Thursday, August 11, 2011

Revised Demographic Count of JSC Members

The last Joint Select Committee members were named, and just as I was getting ready to write this item I checked the Twitter machine, and alas David Dayen totally beat me to it:
These House Dem selections for SuperCongress are really Nancy Pelosi, Nancy Pelosi and Nancy Pelosi. All leadership figures.
And see, I was all ready to do a post that the demographic counts that were popping up earlier were all wrong because the adjusted count for the House should account for that Pelosi picked herself for all three spots. No, really, I was gonna.

Dayen's story on it, which (I think correctly) emphasizes the leadership ties of the entire group, is here. The three Democrats are James Clyburn, Xavier Becerra, and Chris Van Hollen.

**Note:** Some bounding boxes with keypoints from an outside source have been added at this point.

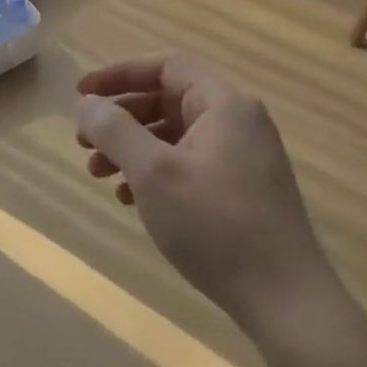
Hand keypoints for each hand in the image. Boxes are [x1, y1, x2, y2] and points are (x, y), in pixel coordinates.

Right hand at [76, 57, 332, 337]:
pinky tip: (130, 199)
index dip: (119, 75)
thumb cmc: (215, 225)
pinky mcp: (243, 190)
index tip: (81, 95)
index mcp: (224, 104)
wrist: (284, 299)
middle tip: (84, 142)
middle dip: (121, 118)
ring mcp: (244, 157)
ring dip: (133, 148)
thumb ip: (115, 130)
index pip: (166, 67)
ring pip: (175, 136)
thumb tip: (88, 103)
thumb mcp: (154, 173)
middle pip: (168, 100)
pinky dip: (156, 172)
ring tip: (98, 173)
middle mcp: (238, 122)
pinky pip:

Just to review...the way this works now is that the committee will most likely deadlock. It is possible that a larger deal will be struck outside the Joint Select Committee (that is, basically between Barack Obama and John Boehner, with both needing backing from their parties, which is why it's not likely to happen); if that happens before the deadline, then the committee will certainly go along (with perhaps a few dissents) and the debt limit deal procedures will be used to pass it. If not, then we'll get the trigger...after which we'll have attempts to pass something to replace the trigger, but those attempts will not have the parliamentary advantages of a JSC solution.

It's highly unlikely that a one-person defection on either side could lead to a deal that would win in both the House and the Senate. Well, I suppose one could be more specific: a deal produced by six Democrats and one Republican defector would have no chance whatsoever in the House. A deal produced by six Republicans and one Democratic defector would have a very slim, but non-zero, chance of passing in the Senate (and the chances of that kind of defection from either side are very, very small).

Other than whether they might defect, do the individuals on the JSC matter at all? Perhaps. They might do some work identifying future possible consensus spending cuts, or even future possible tax increases, that might then be included in some future deal. And if that's the case, the committee members probably have some leeway in how they put that together. But anything more is, I'd say, very unlikely.